Date: Tue, 4 Dec 2007 08:01:31 +0100
From: Nick Piggin <npiggin@suse.de>
To: Andrew Morton <akpm@linux-foundation.org>
Cc: Linux Kernel Mailing List <linux-kernel@vger.kernel.org>,
       linux-fsdevel@vger.kernel.org,
       Christian Borntraeger <borntraeger@de.ibm.com>,
       "Eric W. Biederman" <ebiederm@xmission.com>, rob@landley.net,
       Jens Axboe <axboe@kernel.dk>
Subject: Re: [patch] rewrite rd
Message-ID: <20071204070131.GE31482@wotan.suse.de>
References: <20071204042628.GA26636@wotan.suse.de> <20071203222903.c820707b.akpm@linux-foundation.org>
Mime-Version: 1.0
Content-Type: text/plain; charset=us-ascii
Content-Disposition: inline
In-Reply-To: <20071203222903.c820707b.akpm@linux-foundation.org>
User-Agent: Mutt/1.5.9i
Sender: linux-kernel-owner@vger.kernel.org
Content-Length: 7758
Lines: 240

On Mon, Dec 03, 2007 at 10:29:03PM -0800, Andrew Morton wrote:
> On Tue, 4 Dec 2007 05:26:28 +0100 Nick Piggin <npiggin@suse.de> wrote:
> > 
> > There is one slight downside -- direct block device access and filesystem
> > metadata access goes through an extra copy and gets stored in RAM twice.
> > However, this downside is only slight, because the real buffercache of the
> > device is now reclaimable (because we're not playing crazy games with it),
> > so under memory intensive situations, footprint should effectively be the
> > same -- maybe even a slight advantage to the new driver because it can also
> > reclaim buffer heads.
> 
> what about mmap(/dev/ram0)?

Same thing I guess -- it will use more memory in the common case, but should
actually be able to reclaim slightly more memory under pressure, so the
tiny systems guys shouldn't have too much trouble.
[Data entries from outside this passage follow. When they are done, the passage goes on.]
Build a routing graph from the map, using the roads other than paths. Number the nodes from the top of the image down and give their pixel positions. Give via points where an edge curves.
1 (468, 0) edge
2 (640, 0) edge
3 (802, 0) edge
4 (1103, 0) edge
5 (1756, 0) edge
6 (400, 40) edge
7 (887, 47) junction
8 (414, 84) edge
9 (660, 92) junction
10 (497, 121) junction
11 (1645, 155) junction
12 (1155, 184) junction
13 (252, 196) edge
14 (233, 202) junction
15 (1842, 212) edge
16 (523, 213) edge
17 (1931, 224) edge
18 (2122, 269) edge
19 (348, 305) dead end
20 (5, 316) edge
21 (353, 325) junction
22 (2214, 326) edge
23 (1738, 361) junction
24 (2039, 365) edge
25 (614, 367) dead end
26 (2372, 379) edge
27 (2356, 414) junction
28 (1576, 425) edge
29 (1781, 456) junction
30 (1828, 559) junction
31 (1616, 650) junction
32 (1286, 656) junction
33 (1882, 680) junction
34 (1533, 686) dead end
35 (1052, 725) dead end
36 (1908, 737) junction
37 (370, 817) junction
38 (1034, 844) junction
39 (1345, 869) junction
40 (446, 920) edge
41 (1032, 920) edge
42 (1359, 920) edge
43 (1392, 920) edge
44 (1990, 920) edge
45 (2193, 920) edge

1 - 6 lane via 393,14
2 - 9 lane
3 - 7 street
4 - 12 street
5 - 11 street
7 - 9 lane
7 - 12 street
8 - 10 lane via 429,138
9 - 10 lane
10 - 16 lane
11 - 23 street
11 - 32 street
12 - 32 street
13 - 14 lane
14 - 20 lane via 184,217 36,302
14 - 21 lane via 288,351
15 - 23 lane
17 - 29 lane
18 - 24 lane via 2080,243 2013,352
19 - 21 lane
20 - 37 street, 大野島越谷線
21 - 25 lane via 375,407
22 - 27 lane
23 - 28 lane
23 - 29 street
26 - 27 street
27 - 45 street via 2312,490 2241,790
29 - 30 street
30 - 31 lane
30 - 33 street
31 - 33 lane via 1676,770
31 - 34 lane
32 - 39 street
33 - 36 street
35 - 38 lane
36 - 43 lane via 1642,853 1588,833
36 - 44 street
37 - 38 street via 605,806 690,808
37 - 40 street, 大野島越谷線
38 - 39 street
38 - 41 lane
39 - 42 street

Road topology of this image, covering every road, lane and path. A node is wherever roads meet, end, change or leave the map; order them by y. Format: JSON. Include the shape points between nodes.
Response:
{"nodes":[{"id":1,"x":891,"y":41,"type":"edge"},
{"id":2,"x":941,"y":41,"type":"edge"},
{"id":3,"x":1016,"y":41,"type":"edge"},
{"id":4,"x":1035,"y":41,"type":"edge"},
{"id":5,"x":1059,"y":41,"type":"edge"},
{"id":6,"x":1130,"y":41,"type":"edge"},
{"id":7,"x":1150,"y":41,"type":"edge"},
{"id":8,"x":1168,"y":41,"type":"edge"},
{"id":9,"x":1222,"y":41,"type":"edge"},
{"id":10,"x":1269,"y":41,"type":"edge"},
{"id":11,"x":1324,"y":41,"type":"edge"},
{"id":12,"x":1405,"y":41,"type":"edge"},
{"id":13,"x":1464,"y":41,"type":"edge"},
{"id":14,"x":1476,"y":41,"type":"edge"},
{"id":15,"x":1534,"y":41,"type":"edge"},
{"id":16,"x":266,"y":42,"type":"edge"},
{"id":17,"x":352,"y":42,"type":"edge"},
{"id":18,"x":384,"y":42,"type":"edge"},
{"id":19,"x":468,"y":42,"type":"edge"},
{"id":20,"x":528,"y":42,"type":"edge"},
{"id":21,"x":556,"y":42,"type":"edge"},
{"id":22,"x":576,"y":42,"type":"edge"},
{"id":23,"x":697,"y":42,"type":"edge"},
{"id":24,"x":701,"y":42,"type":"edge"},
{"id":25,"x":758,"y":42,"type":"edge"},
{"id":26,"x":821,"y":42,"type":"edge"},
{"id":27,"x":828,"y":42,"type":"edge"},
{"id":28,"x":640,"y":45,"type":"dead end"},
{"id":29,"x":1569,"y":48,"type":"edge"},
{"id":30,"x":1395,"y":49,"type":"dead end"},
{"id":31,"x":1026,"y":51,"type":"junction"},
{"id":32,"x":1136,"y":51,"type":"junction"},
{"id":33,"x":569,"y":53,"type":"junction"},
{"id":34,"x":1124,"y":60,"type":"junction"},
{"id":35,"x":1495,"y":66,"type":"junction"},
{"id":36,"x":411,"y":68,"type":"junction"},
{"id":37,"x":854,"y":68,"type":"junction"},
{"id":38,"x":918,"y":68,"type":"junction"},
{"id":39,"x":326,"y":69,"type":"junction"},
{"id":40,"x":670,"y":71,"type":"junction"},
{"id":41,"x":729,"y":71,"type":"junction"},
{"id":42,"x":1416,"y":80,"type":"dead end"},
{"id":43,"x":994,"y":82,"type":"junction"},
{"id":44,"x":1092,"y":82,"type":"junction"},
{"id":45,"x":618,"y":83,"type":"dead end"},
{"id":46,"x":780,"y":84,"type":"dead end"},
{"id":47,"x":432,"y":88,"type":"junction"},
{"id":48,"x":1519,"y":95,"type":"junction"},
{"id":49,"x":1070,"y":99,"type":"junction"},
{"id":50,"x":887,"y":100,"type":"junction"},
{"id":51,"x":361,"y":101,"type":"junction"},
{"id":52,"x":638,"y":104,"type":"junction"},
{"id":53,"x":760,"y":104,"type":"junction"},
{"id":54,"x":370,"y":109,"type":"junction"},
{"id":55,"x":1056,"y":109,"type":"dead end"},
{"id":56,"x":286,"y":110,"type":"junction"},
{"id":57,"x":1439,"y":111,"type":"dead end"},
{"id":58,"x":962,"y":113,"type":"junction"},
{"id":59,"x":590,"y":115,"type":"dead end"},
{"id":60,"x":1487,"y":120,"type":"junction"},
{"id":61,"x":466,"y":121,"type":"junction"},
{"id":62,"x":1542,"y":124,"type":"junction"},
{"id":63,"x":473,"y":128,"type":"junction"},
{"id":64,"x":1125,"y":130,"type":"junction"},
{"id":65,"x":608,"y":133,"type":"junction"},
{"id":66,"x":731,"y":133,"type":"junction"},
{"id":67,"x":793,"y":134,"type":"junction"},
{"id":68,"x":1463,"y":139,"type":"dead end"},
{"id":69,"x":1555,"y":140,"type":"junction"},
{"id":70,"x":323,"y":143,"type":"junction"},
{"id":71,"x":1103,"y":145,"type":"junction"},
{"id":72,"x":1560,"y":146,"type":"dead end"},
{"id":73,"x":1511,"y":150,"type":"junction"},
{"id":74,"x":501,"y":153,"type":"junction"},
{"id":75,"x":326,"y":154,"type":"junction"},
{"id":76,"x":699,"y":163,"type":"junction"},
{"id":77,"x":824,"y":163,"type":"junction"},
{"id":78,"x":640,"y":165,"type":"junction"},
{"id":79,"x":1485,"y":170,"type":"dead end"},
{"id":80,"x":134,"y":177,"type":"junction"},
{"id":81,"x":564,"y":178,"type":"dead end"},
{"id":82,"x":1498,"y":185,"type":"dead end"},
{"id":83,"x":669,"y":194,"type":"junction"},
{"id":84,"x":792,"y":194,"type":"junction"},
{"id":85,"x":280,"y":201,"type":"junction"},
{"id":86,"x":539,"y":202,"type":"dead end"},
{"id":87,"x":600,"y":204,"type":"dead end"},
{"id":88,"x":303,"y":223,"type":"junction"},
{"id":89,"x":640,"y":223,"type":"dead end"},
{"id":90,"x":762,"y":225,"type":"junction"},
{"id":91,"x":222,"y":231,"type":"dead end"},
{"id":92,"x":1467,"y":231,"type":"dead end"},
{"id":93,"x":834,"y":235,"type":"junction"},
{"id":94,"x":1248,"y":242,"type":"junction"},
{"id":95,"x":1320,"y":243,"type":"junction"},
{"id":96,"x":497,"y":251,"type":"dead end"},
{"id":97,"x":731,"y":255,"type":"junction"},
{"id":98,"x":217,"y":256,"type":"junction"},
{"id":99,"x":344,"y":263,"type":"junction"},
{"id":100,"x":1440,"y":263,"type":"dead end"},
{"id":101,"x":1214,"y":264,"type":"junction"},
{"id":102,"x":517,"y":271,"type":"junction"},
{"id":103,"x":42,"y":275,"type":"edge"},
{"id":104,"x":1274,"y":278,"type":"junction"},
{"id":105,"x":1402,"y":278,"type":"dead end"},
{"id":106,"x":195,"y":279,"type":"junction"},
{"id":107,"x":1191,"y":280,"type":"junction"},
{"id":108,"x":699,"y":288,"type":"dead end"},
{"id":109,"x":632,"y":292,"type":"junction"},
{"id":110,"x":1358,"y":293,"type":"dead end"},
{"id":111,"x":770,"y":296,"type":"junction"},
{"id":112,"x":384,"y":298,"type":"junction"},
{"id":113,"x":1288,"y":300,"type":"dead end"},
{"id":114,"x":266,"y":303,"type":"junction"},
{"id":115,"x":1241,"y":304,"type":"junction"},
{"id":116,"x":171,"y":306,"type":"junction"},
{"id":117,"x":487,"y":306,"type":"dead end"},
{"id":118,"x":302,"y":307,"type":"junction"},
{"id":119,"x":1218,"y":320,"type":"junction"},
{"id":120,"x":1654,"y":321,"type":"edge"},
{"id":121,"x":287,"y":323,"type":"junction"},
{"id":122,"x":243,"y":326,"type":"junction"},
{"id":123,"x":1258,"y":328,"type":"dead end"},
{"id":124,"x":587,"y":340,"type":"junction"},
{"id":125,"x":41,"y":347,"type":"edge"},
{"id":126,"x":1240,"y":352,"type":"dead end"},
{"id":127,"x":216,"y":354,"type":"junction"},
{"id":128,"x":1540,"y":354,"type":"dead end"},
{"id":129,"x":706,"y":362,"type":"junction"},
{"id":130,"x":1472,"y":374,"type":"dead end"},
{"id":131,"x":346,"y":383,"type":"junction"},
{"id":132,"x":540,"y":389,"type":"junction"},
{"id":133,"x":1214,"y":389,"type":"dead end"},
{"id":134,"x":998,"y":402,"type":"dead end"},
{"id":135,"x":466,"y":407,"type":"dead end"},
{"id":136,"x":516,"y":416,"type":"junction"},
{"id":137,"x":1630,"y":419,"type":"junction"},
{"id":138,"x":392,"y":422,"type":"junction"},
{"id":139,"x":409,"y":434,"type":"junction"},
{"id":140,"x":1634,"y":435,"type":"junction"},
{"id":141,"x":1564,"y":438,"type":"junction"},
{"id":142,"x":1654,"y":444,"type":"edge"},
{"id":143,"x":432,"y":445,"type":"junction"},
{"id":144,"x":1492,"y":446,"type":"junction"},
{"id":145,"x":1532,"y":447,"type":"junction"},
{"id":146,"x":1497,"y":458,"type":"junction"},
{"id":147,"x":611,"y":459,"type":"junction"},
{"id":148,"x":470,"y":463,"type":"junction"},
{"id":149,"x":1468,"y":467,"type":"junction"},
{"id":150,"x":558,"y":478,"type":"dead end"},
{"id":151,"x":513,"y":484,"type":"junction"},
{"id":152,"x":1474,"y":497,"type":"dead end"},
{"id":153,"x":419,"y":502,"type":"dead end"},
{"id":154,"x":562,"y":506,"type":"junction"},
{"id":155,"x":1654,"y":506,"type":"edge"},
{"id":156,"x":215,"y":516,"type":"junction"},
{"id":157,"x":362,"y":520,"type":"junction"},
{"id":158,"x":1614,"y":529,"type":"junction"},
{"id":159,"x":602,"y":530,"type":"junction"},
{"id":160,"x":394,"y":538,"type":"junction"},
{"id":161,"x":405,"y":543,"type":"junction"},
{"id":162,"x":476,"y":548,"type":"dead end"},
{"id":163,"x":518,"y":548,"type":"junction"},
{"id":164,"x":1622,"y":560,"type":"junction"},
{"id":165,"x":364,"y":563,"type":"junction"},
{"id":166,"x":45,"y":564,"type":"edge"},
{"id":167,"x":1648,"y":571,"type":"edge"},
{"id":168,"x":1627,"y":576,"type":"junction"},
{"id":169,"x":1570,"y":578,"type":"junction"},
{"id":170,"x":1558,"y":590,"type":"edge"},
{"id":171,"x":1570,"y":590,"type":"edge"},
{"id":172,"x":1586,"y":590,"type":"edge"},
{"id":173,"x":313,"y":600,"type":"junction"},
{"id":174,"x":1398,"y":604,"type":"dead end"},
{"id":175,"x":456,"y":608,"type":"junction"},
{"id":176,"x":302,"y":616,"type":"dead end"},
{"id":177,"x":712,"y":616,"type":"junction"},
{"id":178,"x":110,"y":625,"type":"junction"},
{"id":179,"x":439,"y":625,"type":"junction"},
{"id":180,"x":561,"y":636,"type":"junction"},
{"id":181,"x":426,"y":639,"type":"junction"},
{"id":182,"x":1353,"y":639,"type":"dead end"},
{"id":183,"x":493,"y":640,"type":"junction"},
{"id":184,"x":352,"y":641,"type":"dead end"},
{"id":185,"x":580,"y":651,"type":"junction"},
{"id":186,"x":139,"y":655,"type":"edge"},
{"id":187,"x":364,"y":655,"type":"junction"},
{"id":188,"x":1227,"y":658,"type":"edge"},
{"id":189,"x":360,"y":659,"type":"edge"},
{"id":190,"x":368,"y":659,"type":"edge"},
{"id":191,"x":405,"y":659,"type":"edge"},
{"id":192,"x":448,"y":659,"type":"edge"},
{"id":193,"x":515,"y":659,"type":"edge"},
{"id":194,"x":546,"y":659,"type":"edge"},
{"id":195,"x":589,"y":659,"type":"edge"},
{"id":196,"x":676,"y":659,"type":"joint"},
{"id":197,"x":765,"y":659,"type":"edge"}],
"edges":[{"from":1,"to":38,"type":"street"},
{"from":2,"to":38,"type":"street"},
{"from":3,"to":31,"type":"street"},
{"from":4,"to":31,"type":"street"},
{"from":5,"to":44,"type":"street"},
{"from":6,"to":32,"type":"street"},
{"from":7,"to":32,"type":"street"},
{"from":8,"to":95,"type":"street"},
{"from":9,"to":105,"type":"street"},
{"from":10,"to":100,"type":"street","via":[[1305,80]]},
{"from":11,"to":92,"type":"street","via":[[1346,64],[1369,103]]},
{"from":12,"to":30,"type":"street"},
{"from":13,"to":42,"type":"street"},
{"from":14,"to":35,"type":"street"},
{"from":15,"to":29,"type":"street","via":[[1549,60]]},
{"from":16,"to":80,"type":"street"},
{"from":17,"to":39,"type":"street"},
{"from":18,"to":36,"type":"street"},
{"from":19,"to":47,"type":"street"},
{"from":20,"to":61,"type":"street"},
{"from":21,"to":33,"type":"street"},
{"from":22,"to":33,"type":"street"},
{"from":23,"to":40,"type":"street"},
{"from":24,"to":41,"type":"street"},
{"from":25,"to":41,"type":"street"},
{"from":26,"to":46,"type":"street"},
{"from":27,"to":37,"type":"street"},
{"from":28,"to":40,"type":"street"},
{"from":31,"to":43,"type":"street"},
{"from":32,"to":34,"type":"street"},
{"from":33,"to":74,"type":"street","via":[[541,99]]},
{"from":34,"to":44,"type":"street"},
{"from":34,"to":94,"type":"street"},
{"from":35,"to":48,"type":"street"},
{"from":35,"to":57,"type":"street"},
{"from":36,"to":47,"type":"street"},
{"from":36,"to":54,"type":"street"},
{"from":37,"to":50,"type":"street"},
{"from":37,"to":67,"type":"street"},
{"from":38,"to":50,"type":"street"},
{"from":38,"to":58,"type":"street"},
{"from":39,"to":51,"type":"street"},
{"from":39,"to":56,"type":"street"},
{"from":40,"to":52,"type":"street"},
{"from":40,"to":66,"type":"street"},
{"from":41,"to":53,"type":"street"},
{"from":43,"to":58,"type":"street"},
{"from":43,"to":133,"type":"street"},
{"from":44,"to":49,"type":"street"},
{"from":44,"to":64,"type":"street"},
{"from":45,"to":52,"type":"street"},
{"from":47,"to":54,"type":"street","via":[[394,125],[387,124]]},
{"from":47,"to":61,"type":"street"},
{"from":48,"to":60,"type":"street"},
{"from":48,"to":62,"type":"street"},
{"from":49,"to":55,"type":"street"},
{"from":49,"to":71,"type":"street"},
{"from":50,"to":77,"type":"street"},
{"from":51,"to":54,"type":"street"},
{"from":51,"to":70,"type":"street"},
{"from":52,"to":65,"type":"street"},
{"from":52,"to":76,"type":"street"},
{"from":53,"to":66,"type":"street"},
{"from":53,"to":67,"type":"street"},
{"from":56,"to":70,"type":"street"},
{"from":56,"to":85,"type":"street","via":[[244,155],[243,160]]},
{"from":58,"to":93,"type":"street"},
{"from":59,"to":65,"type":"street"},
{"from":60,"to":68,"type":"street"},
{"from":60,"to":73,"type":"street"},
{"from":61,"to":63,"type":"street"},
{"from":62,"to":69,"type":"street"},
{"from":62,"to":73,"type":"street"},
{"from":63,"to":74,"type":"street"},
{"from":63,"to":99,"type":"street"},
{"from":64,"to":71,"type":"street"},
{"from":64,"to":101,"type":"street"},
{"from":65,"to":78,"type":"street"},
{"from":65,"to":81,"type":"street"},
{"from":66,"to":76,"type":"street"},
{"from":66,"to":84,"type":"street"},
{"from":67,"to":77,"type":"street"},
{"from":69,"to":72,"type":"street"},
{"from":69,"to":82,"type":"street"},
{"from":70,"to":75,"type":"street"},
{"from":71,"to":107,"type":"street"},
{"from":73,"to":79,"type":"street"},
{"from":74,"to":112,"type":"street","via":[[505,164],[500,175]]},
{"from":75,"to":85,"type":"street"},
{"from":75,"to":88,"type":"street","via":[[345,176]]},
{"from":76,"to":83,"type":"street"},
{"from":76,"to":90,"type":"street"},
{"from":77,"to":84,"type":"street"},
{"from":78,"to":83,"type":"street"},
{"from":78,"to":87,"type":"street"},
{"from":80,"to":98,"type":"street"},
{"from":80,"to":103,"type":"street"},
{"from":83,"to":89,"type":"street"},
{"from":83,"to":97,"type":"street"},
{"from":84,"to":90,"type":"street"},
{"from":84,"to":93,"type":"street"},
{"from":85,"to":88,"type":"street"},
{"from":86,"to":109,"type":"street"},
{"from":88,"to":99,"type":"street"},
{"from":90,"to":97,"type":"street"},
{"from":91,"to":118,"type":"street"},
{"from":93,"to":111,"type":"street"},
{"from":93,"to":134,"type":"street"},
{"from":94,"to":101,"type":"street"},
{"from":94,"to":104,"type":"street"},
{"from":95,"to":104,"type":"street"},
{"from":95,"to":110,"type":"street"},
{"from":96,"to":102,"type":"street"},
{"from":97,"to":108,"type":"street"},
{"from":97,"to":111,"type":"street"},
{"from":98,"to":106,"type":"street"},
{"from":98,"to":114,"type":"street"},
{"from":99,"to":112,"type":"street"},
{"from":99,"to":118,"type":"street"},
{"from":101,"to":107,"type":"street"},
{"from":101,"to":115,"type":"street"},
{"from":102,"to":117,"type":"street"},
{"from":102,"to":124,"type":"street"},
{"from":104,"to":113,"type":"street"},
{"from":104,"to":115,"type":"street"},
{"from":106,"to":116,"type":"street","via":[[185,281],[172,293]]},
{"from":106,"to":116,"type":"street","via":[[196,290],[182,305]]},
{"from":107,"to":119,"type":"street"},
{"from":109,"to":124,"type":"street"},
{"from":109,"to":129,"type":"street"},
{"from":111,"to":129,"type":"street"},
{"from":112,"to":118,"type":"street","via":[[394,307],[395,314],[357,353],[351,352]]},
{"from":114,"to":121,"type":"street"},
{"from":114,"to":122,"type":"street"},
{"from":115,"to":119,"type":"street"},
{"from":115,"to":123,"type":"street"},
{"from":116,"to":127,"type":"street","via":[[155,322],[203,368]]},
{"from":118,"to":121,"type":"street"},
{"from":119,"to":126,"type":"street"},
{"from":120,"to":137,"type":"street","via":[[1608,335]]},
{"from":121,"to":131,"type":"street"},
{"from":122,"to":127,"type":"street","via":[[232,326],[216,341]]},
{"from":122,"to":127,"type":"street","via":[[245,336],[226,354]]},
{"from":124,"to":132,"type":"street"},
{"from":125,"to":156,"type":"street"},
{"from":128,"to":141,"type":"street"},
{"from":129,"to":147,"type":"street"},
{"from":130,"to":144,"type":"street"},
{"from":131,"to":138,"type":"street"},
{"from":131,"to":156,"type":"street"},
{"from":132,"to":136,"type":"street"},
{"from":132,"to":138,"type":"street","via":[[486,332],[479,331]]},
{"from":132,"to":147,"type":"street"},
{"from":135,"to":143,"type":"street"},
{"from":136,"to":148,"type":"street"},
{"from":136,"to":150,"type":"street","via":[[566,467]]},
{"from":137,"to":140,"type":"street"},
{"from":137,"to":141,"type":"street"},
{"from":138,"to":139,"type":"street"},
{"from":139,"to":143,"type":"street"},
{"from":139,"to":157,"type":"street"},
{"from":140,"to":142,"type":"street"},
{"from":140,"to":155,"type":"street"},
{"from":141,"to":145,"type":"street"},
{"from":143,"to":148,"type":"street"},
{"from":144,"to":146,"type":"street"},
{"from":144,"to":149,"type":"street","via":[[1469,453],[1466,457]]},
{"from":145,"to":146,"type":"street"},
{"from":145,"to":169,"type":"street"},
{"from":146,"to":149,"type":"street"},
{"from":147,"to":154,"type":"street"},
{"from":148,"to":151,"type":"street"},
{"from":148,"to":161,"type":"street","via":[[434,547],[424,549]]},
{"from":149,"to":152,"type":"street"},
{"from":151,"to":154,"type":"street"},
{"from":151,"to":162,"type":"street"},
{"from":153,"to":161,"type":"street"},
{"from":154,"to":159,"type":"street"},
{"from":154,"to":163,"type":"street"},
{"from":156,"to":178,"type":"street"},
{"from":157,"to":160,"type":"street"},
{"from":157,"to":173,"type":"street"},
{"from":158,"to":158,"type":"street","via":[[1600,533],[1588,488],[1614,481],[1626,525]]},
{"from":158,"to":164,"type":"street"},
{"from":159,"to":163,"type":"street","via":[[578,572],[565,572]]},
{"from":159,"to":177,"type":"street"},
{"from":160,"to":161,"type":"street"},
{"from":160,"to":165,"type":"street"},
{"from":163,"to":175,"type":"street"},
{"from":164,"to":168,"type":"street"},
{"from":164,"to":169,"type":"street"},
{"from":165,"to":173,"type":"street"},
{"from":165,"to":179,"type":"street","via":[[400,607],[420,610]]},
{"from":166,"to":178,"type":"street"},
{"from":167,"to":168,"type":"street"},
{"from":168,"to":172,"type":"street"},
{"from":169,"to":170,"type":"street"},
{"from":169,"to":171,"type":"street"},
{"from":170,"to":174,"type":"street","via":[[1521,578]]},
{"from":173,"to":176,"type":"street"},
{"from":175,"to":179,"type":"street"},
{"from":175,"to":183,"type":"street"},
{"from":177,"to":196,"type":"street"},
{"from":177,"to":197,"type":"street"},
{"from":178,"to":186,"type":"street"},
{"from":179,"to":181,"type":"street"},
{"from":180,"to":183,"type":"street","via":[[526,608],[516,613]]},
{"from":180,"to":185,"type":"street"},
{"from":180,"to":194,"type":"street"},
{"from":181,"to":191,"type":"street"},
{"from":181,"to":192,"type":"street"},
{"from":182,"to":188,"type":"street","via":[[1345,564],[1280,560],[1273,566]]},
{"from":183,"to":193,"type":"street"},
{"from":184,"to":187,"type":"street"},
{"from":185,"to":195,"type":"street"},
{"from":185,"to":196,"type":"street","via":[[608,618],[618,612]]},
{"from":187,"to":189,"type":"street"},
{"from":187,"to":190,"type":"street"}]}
And we're avoiding the whole class of aliasing problems where mmap on
the old rd driver means that you're creating new mappings to your backing
store pages.

 
> > Text is larger, but data and bss are smaller, making total size smaller.
> > 
> > A few other nice things about it:
> > - Similar structure and layout to the new loop device handlinag.
> > - Dynamic ramdisk creation.
> > - Runtime flexible buffer head size (because it is no longer part of the
> >   ramdisk code).
> > - Boot / load time flexible ramdisk size, which could easily be extended
> >   to a per-ramdisk runtime changeable size (eg. with an ioctl).
> 
> This ramdisk driver can use highmem whereas the existing one can't (yes?). 
> That's a pretty major difference.  Plus look at the revoltingness in rd.c's
> mapping_set_gfp_mask()s.

Ah yep, there is the highmem advantage too.


> > +#define SECTOR_SHIFT		9
> 
> That's our third definition of SECTOR_SHIFT.

Or 7th, depend on how you count ;) I always thought redefining it is a
prerequsite to getting anything merged into the block layer, so I'm too
scared to put it in include/linux/blkdev.h ;)


> > +/*
> > + * Look up and return a brd's page for a given sector.
> > + */
> > +static struct page *brd_lookup_page(struct brd_device *brd, sector_t sector)
> > +{
> > +	unsigned long idx;
> 
> Could use pgoff_t here if you think that's clearer.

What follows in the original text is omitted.